The Christian Kingdoms began an even more intense persecution and repression of the Jews. Another “round” of forced conversion took place in the 14th century; those who were converted were termed “conversos.” Over 100,000 such conversions took place. During the Reconquest, only the “old Christians” could aspire to professions related to trades or the church. The only people not suspected of being “new Christians” were those who were originally from the northern Christian Kingdoms. And as Christian forces moved farther south, land was confiscated from people and given to soldiers as a form of payment.
By the 15th century, the marriage of Ferdinand and Isabella (of the kingdoms of Aragón and Castille, respectively) also represented the merging of their two kingdoms. The Reconquest was complete in January 1492 when the Moors were driven out of Granada. As a reward for expelling the Moors, the Pope gave Ferdinand and Isabella complete control of the Spanish Inquisition, and gave both of them royal titles. The Reconquista had been little more than one long military campaign.
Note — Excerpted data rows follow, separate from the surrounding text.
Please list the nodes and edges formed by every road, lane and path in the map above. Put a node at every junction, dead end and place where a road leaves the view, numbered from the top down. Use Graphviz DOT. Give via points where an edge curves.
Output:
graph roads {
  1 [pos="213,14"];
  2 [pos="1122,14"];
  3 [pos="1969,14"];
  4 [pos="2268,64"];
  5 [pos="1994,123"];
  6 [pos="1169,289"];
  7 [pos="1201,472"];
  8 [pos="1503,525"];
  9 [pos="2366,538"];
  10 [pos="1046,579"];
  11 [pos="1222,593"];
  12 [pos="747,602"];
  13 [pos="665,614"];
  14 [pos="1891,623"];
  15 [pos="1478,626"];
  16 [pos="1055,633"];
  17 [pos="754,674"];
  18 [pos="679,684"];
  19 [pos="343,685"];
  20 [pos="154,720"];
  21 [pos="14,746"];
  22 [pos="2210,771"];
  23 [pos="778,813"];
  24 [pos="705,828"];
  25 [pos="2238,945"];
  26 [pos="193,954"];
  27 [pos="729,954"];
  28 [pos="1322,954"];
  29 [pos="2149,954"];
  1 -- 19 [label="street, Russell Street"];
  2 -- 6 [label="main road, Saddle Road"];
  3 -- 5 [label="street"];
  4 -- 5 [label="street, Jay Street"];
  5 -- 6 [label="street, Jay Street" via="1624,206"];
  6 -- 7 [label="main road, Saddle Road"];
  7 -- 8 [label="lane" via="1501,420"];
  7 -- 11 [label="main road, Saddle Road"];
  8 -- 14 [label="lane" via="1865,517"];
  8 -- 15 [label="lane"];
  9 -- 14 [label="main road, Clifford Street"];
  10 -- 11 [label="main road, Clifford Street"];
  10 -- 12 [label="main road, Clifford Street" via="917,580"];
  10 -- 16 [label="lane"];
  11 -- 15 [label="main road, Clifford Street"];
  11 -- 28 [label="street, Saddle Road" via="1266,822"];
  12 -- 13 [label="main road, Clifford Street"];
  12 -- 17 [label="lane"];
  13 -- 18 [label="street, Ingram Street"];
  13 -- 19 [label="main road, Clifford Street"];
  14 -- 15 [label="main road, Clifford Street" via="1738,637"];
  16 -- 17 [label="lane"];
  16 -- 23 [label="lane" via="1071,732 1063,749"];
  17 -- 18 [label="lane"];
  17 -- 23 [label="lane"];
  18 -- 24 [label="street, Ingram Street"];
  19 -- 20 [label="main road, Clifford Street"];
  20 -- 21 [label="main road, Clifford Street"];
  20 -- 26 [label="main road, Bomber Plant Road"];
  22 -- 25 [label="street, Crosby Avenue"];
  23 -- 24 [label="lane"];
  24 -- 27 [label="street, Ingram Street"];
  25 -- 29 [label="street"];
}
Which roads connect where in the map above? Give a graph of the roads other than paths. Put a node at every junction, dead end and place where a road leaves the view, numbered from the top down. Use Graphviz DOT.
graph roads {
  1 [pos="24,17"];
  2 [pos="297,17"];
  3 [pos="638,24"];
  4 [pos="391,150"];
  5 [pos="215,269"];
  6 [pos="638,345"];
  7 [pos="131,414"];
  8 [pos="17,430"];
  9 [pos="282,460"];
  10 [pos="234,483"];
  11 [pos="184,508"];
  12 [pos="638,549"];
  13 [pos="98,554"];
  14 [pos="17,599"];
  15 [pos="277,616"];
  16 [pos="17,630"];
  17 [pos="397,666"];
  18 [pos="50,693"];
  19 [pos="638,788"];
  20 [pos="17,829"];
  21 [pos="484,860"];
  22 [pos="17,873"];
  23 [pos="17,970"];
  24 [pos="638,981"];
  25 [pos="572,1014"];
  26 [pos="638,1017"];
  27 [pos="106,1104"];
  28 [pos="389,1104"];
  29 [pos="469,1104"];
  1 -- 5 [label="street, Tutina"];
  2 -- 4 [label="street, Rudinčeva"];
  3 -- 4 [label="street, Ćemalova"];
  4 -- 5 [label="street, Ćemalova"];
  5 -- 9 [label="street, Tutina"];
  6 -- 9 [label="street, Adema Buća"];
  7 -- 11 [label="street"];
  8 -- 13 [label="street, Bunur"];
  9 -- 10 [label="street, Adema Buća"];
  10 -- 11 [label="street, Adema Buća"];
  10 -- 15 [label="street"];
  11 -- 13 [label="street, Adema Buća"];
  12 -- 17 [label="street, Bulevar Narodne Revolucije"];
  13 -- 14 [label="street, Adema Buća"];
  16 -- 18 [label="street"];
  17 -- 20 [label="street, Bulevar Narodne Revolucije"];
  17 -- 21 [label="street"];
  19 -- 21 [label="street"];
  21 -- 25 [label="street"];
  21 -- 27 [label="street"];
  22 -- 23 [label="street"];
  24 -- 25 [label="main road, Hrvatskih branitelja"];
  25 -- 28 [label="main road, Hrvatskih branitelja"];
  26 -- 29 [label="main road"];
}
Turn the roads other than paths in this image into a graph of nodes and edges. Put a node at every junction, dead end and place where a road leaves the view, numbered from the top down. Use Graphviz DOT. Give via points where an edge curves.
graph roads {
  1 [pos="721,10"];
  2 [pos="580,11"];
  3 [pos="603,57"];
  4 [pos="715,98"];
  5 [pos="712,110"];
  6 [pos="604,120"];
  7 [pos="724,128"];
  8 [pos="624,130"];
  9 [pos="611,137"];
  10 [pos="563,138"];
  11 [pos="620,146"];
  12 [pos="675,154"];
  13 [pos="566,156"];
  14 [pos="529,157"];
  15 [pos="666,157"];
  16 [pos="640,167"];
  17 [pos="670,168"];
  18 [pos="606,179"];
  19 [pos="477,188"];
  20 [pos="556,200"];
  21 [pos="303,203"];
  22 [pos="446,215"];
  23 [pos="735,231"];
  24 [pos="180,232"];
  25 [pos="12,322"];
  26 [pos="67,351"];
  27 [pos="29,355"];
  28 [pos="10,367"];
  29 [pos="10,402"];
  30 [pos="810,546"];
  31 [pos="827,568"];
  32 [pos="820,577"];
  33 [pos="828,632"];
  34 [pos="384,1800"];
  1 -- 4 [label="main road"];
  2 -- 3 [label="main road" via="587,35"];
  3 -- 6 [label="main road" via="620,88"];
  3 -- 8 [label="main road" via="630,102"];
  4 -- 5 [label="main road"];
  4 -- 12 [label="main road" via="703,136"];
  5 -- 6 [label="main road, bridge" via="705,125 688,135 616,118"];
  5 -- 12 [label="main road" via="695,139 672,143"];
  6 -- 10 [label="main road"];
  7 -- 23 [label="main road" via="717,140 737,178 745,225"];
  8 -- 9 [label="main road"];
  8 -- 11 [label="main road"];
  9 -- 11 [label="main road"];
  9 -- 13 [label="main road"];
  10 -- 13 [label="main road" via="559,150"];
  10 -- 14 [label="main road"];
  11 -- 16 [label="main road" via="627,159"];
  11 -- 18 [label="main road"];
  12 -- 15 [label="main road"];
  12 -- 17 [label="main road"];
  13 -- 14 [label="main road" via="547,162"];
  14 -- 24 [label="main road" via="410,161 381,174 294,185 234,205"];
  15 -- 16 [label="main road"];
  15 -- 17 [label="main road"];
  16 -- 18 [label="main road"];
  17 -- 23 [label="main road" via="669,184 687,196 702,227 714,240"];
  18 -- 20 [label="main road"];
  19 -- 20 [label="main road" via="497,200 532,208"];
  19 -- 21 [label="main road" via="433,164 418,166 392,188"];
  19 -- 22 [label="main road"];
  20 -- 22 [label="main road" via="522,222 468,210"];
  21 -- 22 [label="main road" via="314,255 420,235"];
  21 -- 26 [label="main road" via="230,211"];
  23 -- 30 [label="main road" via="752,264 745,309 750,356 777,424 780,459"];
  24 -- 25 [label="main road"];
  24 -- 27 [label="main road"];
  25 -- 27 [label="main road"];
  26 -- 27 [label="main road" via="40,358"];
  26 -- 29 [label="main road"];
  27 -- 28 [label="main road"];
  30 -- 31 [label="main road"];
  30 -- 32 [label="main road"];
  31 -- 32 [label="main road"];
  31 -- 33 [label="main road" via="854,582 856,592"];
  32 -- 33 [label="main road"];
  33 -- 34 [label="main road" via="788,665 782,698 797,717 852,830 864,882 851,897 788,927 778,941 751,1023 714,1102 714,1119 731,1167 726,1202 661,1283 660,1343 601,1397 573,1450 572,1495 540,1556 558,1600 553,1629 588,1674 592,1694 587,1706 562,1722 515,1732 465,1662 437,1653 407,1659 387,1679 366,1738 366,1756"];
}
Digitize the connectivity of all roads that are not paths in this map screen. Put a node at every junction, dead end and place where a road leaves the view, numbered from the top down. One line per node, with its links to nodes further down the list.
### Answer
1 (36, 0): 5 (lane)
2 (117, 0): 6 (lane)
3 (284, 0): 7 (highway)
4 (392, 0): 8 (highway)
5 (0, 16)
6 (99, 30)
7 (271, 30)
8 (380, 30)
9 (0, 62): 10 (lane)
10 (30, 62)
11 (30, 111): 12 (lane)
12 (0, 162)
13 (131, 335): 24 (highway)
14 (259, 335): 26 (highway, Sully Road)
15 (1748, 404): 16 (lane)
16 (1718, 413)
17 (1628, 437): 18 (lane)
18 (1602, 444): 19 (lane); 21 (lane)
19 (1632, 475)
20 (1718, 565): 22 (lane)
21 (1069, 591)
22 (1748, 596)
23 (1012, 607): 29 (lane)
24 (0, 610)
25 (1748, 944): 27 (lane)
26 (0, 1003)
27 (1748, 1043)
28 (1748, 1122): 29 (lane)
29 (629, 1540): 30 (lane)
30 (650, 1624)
The military crusade was successful; the army was the only occupation for Castilian men. There was an ongoing struggle to impose Castilian as the only language. The Castilian state was ethnocentric, anti-intellectual, militaristic, religiously intolerant, often characterized by “fear of the other.”
The first and most important principle of the Castilian state was that only Christians could take part in the state. Emphasis was on “pura sangre” (“pure blood”), or Christian blood. It was meant to be a form of political unity; only those who had pura sangre could participate in society. People were encouraged to watch their neighbors and report things like not being at mass. If you were called before the Inquisition, and there was enough evidence to suggest you weren’t Christian, the court would force an “auto-da-fé” (“act of the faith”). Basically it meant that you’d be burned alive, and if you survived you were Christian; if you died (as all did), you were not. The Inquisition is believed to have killed 60,000 people this way. If you were asked to make an auto-da-fé, your property could be taken or you could be exiled. All of this was only part of the persecution taking place, however; over the next century, both Moors and their texts were burned. The Edict of Expulsion was promulgated against Jews in April 1492, stating that all those who were not converted to Christianity would be exiled.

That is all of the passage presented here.